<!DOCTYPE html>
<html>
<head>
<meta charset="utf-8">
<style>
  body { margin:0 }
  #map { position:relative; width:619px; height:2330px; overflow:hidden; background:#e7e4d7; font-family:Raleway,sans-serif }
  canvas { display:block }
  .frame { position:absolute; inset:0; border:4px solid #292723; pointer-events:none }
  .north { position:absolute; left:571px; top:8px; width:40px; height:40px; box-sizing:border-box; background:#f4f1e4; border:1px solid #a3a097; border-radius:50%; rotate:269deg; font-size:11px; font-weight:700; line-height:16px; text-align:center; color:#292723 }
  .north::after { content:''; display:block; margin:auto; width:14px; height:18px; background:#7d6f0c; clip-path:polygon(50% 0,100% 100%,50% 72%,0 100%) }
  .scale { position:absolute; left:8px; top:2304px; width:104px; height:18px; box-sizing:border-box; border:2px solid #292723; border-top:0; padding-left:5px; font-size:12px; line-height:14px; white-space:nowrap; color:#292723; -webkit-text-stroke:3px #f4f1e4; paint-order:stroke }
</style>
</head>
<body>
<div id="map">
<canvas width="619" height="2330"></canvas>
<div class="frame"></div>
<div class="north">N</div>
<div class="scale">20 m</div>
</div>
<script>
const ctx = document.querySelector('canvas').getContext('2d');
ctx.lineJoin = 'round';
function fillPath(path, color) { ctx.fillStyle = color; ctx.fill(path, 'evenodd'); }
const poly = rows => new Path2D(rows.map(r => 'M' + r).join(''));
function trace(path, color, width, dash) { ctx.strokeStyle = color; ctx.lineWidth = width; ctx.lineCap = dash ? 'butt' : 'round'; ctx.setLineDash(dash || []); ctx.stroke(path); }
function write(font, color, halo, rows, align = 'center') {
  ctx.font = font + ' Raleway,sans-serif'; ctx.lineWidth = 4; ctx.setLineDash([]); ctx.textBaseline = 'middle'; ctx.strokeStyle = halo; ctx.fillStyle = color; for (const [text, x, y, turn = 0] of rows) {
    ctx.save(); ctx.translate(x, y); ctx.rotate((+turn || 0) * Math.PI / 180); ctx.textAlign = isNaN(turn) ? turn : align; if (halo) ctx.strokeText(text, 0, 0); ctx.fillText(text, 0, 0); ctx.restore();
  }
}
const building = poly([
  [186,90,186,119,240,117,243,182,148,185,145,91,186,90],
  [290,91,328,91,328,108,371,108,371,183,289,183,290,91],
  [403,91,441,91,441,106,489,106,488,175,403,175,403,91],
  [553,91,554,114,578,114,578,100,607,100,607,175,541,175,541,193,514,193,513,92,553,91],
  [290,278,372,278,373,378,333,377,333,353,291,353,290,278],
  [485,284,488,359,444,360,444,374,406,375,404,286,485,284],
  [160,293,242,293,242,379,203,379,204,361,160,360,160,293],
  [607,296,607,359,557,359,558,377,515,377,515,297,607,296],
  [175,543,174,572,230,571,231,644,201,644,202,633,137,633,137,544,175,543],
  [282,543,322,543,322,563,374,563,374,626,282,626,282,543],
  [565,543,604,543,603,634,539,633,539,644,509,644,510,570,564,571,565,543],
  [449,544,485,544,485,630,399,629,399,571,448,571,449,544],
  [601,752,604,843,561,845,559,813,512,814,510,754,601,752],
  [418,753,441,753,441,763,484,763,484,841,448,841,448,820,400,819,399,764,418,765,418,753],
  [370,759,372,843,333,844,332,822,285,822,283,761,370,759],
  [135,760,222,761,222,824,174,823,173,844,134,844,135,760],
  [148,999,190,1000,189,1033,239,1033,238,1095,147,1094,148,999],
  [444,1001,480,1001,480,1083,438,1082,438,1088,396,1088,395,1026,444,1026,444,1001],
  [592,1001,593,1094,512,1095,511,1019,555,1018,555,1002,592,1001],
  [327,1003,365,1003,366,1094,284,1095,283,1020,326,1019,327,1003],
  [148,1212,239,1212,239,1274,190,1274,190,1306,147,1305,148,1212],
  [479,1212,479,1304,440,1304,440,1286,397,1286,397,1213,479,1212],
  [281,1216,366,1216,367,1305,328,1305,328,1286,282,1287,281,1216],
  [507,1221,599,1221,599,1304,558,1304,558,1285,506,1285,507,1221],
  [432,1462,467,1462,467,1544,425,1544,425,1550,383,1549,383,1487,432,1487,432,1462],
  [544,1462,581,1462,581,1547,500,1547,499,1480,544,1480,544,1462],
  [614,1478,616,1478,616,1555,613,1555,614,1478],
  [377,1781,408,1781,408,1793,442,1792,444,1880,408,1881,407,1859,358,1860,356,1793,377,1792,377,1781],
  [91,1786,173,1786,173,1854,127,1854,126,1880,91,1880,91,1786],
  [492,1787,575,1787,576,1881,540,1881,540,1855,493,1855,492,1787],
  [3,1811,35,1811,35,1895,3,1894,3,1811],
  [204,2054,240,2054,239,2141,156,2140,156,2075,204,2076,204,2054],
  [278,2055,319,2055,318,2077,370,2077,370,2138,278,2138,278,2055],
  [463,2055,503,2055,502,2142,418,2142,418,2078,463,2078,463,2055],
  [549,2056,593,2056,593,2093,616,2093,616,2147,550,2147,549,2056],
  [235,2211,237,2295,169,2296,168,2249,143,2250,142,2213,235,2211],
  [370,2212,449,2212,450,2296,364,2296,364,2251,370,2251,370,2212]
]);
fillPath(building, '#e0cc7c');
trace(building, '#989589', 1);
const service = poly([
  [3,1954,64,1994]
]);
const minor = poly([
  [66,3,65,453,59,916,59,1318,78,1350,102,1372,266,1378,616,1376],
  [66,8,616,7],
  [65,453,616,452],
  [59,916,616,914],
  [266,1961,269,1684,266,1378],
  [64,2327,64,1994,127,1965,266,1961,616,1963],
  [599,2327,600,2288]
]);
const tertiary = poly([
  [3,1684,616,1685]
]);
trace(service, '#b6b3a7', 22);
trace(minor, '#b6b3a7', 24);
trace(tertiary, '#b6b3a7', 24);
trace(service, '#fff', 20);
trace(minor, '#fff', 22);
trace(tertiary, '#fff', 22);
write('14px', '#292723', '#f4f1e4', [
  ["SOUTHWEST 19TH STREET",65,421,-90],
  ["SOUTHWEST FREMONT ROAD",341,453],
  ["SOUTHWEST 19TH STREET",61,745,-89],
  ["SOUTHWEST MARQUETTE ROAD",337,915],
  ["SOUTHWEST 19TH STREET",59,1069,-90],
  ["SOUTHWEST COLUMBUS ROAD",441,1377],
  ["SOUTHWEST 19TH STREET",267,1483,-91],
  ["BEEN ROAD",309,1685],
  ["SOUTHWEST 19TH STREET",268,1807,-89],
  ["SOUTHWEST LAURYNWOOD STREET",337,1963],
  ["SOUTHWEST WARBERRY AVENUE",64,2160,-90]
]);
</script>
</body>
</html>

Exercise description: Using the records above, list each line that includes "sizing".

Response for this exercise:
  .north { position:absolute; left:571px; top:8px; width:40px; height:40px; box-sizing:border-box; background:#f4f1e4; border:1px solid #a3a097; border-radius:50%; rotate:269deg; font-size:11px; font-weight:700; line-height:16px; text-align:center; color:#292723 }
  .scale { position:absolute; left:8px; top:2304px; width:104px; height:18px; box-sizing:border-box; border:2px solid #292723; border-top:0; padding-left:5px; font-size:12px; line-height:14px; white-space:nowrap; color:#292723; -webkit-text-stroke:3px #f4f1e4; paint-order:stroke }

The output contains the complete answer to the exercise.